Caminho pensando em como se constroem os caminhos. Busco sentir meu fôlego. Respiro. Não há como negar que por aqui já estive. O que parecia imprevisível. Torna-se familiar. Um feixe de luz num túnel com paredes que se estreitam quando ultrapassamos seus limites. Passagens que se ramificam. Embaralhando a consciência. Impingindo suas inevitáveis vertigens. Assim, não hesito. Ritualizo minha jornada. Tramo meu percurso. Aos poucos. Invisto em minhas paradas para um justo descanso junto aos totens que crio e recrio. Uma noite ou talvez uma vida. Não são perdidos. Se conseguir apreender algo novo para continuar. Insistindo. Naquilo que acredito. Ainda que todos achem esquisito. Aprecio estar por aqui. Mesmo intuindo. Que esse lugar não exista por si só. Pode ter sido criado. Para me livrar. Daquelas queixas sobre o vazio. Que muitos faziam em seus monólogos sobre estarem convencidos. Sobre como e porquê escondem muito bem suas feras assassinas. Independentemente dos outros que gritam dentro de nós. Para manterem-se e realizarem-se justamente aqui. Nesse esconderijo.
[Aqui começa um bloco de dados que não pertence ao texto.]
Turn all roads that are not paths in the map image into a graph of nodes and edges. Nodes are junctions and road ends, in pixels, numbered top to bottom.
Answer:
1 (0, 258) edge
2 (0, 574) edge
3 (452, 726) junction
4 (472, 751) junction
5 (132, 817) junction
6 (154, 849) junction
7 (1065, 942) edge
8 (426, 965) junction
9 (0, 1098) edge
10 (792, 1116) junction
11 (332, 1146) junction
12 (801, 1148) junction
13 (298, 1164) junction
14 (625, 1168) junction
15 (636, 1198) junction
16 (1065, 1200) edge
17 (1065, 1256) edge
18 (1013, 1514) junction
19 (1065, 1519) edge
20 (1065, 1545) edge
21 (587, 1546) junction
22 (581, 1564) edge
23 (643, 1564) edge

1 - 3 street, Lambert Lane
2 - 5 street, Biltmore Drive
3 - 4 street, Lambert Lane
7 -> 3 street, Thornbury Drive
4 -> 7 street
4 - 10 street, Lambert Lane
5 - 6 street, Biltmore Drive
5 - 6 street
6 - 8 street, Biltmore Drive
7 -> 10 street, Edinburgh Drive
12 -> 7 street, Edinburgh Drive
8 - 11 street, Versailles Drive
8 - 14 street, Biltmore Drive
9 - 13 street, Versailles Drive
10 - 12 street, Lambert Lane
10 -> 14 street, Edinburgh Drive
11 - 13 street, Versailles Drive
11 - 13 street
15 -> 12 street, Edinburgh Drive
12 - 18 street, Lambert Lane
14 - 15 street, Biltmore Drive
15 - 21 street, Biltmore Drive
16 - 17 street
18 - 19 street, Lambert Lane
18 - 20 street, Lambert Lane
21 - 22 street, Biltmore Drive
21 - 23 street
Onde as passagens se parecem. Mas há sempre a chance de nos percebermos voltando à entrada. Para recomeçarmos de onde nunca partimos.
no meio do asfalto
há um pedaço de nós mesmos
relegado
conscientemente
pela necessidade de barganharmos nosso recheio
ao seu lado estão os abutres
com seus bicos abertos
ansiosos
porém, sem qualquer angústia
por escolher quem será devorado primeiro
no meio do asfalto
pulsando como só eles
nossos corações
na contramão do hábito
soando como acordes inexistentes.
nossas maiores ilusões
indivíduo
independência
nunca mais nos veremos
jamais conversaremos
nada partilhamos, nenhum envolvimento
somos
com os outros, entre os outros
ainda que nas lembranças
naquilo que não queremos
na arte
uma das partes mais nossas da coexistência
é no espelho do outro que melhor nos vemos
percebemos quando esses outros
já não estão mais presentes
com as mortes, as cisões,
os desmembramentos que nos fazem
ressignificarmos as máscaras que tecemos.